Publikationsbremse Pandemie (2): Good Practice

Welche Folgen hat die Pandemie für die Karrieren von Nachwuchswissenschaftlerinnen mit Sorgeverantwortung? Wie können Hochschulen verhindern, dass Frauen auf dem wissenschaftlichen Karriereweg ausgebremst werden? Im zweiten Teil der Dokumentation unserer Veranstaltung Publikationsbremse Pandemie widmen wir uns den vorgestellten Maßnahmen.

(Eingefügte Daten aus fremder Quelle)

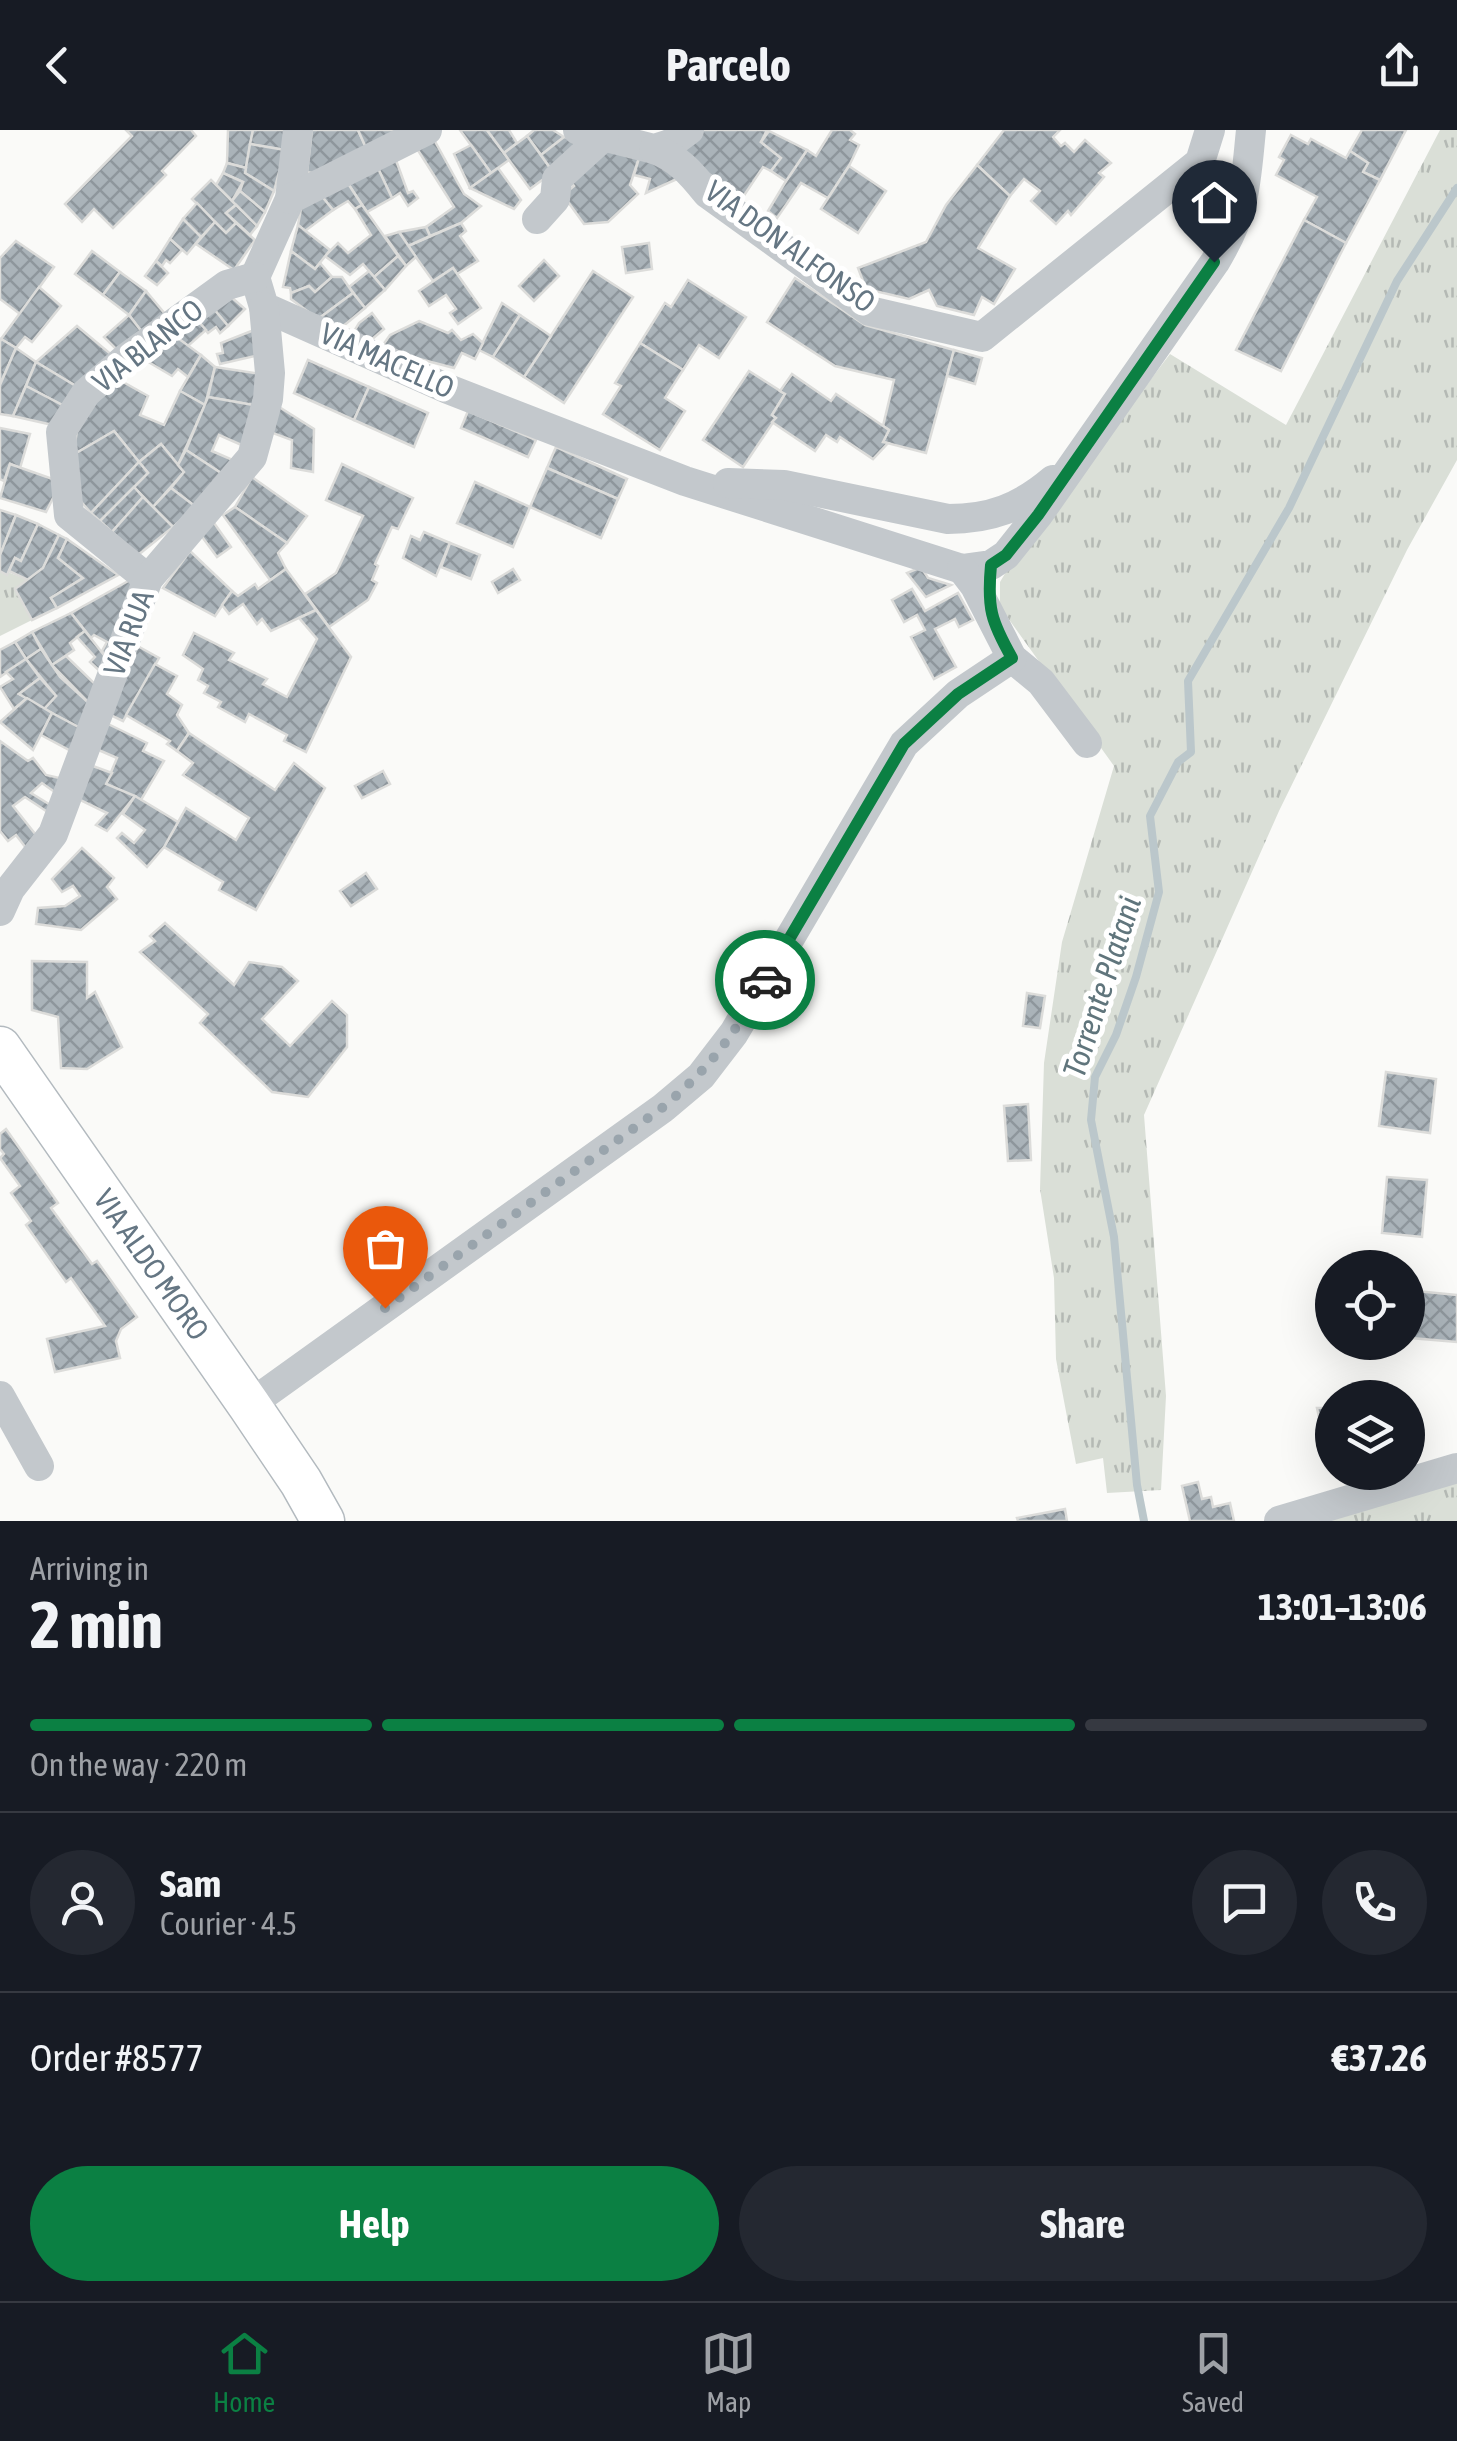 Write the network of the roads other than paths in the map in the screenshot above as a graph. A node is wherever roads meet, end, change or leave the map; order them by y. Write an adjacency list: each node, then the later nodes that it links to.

Im bereits veröffentlichten ersten Teil unserer Veranstaltungsdokumentation haben wir auf die empirischen Befunde zu den Auswirkungen der Pandemie auf Wissenschaftlerinnen zurückgeblickt. Im Hochschulbereich waren sie besonders belastet, da sie weiterhin die Hauptlast der Sorgearbeit übernehmen – im Privaten für Kinder und pflegebedürftige Angehörige wie auch im Wissenschaftsbetrieb in Betreuung und Lehre. Diese Belastungen führten unter anderem zu einer eingeschränkten Publikationsaktivität bei Sorgeverantwortlichen und zu einem vergrößerten Gender Publication Gap.

In diesem Beitrag stehen Good-Practice-Beispiele für Maßnahmen im Zentrum während sich der dritte und letzte Teil der Serie den Perspektiven für die Gleichstellungspolitik der Freien Universität widmen wird.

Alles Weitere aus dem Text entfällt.